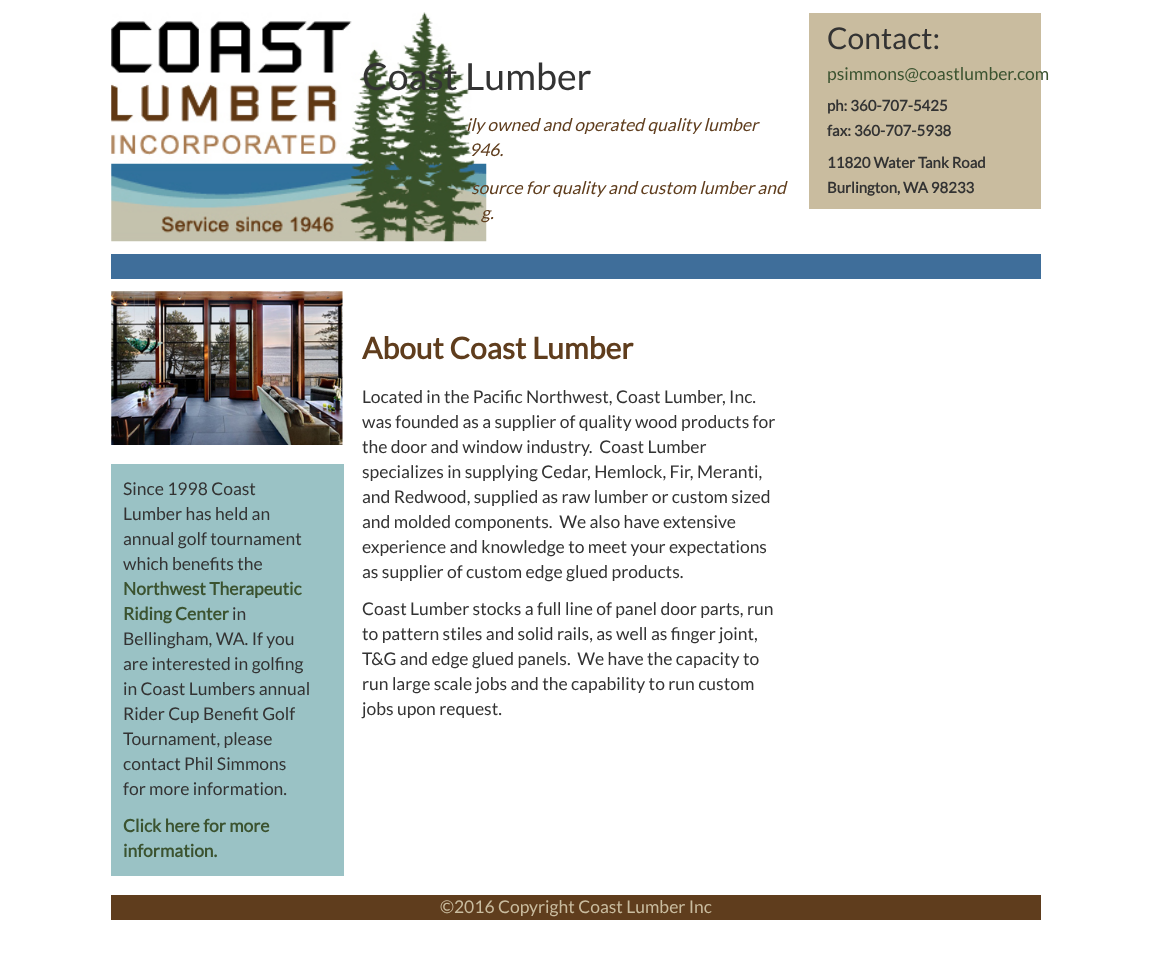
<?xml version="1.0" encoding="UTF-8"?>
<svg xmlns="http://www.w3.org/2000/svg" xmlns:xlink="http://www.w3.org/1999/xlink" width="1151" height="976">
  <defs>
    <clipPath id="clip1"><path d="M 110 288 h 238 v 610 h -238 z m 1 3 h 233 v 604 h -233 z" clip-rule="evenodd" /></clipPath>
  </defs>
  <rect width="100%" height="100%" fill="#ffffff" />
  <image x="111" y="12" width="376" height="230" xlink:href="image1.png" />
  <rect x="809" y="13" width="232" height="196" fill="#c9bc9f" />
  <rect x="111" y="254" width="930" height="25" fill="#3f6e9a" />
  <rect x="111" y="895" width="930" height="25" fill="#5f3d1d" />
  <g clip-path="url(#clip1)">
    <rect x="113" y="291" width="232" height="604" fill="#ffffff" filter="blur(0.5px)" />
  </g>
  <image x="111" y="291" width="232" height="154" xlink:href="image2.png" />
  <rect x="111" y="464" width="233" height="412" fill="#9ac2c5" />
  <text x="362" y="90" style="font-family: Lato; font-size: 37.5px; fill: #333333">Coast Lumber</text>
  <text x="466" y="131" style="font-family: Lato; font-size: 17.5px; font-style: italic; fill: #5f3d1d">ily owned and operated quality lumber</text>
  <text x="469" y="156" style="font-family: Lato; font-size: 17.5px; font-style: italic; fill: #5f3d1d">946.</text>
  <text x="471" y="194" style="font-family: Lato; font-size: 17.5px; font-style: italic; fill: #5f3d1d">source for quality and custom lumber and</text>
  <text x="481" y="219" style="font-family: Lato; font-size: 17.5px; font-style: italic; fill: #5f3d1d">g.</text>
  <text x="827" y="49" style="font-family: Lato; font-size: 30px; fill: #333333">Contact:</text>
  <text x="827" y="80" style="font-family: Lato; font-size: 17.5px; fill: #3b5330">psimmons@coastlumber.com</text>
  <text x="827" y="111" style="font-family: Lato; font-size: 15px; font-weight: bold; fill: #333333">ph: 360-707-5425</text>
  <text x="827" y="136" style="font-family: Lato; font-size: 15px; font-weight: bold; fill: #333333">fax: 360-707-5938</text>
  <text x="827" y="168" style="font-family: Lato; font-size: 15px; font-weight: bold; fill: #333333">11820 Water Tank Road</text>
  <text x="827" y="193" style="font-family: Lato; font-size: 15px; font-weight: bold; fill: #333333">Burlington, WA 98233</text>
  <text x="123" y="495" style="font-family: Lato; font-size: 17.5px; fill: #333333">Since 1998 Coast</text>
  <text x="123" y="520" style="font-family: Lato; font-size: 17.5px; fill: #333333">Lumber has held an</text>
  <text x="123" y="545" style="font-family: Lato; font-size: 17.5px; fill: #333333">annual golf tournament</text>
  <text x="123" y="570" style="font-family: Lato; font-size: 17.5px; fill: #333333">which benefits the</text>
  <text x="123" y="595" style="font-family: Lato; font-size: 17.5px; font-weight: bold; fill: #3b5330">Northwest Therapeutic</text>
  <text x="123" y="620" style="font-family: Lato; font-size: 17.5px; font-weight: bold; fill: #3b5330">Riding Center</text>
  <text x="232" y="620" style="font-family: Lato; font-size: 17.5px; fill: #333333">in</text>
  <text x="123" y="645" style="font-family: Lato; font-size: 17.5px; fill: #333333">Bellingham, WA. If you</text>
  <text x="123" y="670" style="font-family: Lato; font-size: 17.5px; fill: #333333">are interested in golfing</text>
  <text x="123" y="695" style="font-family: Lato; font-size: 17.5px; fill: #333333">in Coast Lumbers annual</text>
  <text x="123" y="720" style="font-family: Lato; font-size: 17.5px; fill: #333333">Rider Cup Benefit Golf</text>
  <text x="123" y="745" style="font-family: Lato; font-size: 17.5px; fill: #333333">Tournament, please</text>
  <text x="123" y="770" style="font-family: Lato; font-size: 17.5px; fill: #333333">contact Phil Simmons</text>
  <text x="123" y="795" style="font-family: Lato; font-size: 17.5px; fill: #333333">for more information.</text>
  <text x="123" y="832" style="font-family: Lato; font-size: 17.5px; font-weight: bold; fill: #3b5330">Click here for more</text>
  <text x="123" y="857" style="font-family: Lato; font-size: 17.5px; font-weight: bold; fill: #3b5330">information.</text>
  <text x="362" y="359" style="font-family: Lato; font-size: 30px; font-weight: bold; fill: #5f3d1d">About Coast Lumber</text>
  <text x="362" y="403" style="font-family: Lato; font-size: 17.5px; fill: #333333">Located in the Pacific Northwest, Coast Lumber, Inc.</text>
  <text x="362" y="428" style="font-family: Lato; font-size: 17.5px; fill: #333333">was founded as a supplier of quality wood products for</text>
  <text x="362" y="453" style="font-family: Lato; font-size: 17.5px; fill: #333333" xml:space="preserve">the door and window industry.  Coast Lumber</text>
  <text x="362" y="478" style="font-family: Lato; font-size: 17.5px; fill: #333333">specializes in supplying Cedar, Hemlock, Fir, Meranti,</text>
  <text x="362" y="503" style="font-family: Lato; font-size: 17.5px; fill: #333333">and Redwood, supplied as raw lumber or custom sized</text>
  <text x="362" y="528" style="font-family: Lato; font-size: 17.5px; fill: #333333" xml:space="preserve">and molded components.  We also have extensive</text>
  <text x="362" y="553" style="font-family: Lato; font-size: 17.5px; fill: #333333">experience and knowledge to meet your expectations</text>
  <text x="362" y="578" style="font-family: Lato; font-size: 17.5px; fill: #333333">as supplier of custom edge glued products.</text>
  <text x="362" y="615" style="font-family: Lato; font-size: 17.5px; fill: #333333">Coast Lumber stocks a full line of panel door parts, run</text>
  <text x="362" y="640" style="font-family: Lato; font-size: 17.5px; fill: #333333">to pattern stiles and solid rails, as well as finger joint,</text>
  <text x="362" y="665" style="font-family: Lato; font-size: 17.5px; fill: #333333" xml:space="preserve">T&amp;G and edge glued panels.  We have the capacity to</text>
  <text x="362" y="690" style="font-family: Lato; font-size: 17.5px; fill: #333333">run large scale jobs and the capability to run custom</text>
  <text x="362" y="715" style="font-family: Lato; font-size: 17.5px; fill: #333333">jobs upon request.</text>
  <text x="440" y="913" style="font-family: Lato; font-size: 17.5px; fill: #c9bc9f">©2016 Copyright Coast Lumber Inc</text>
</svg>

● ● ● ● ●

Your task » What lines above mention "more"? Copy each one.

Answer space »
  <text x="123" y="795" style="font-family: Lato; font-size: 17.5px; fill: #333333">for more information.</text>
  <text x="123" y="832" style="font-family: Lato; font-size: 17.5px; font-weight: bold; fill: #3b5330">Click here for more</text>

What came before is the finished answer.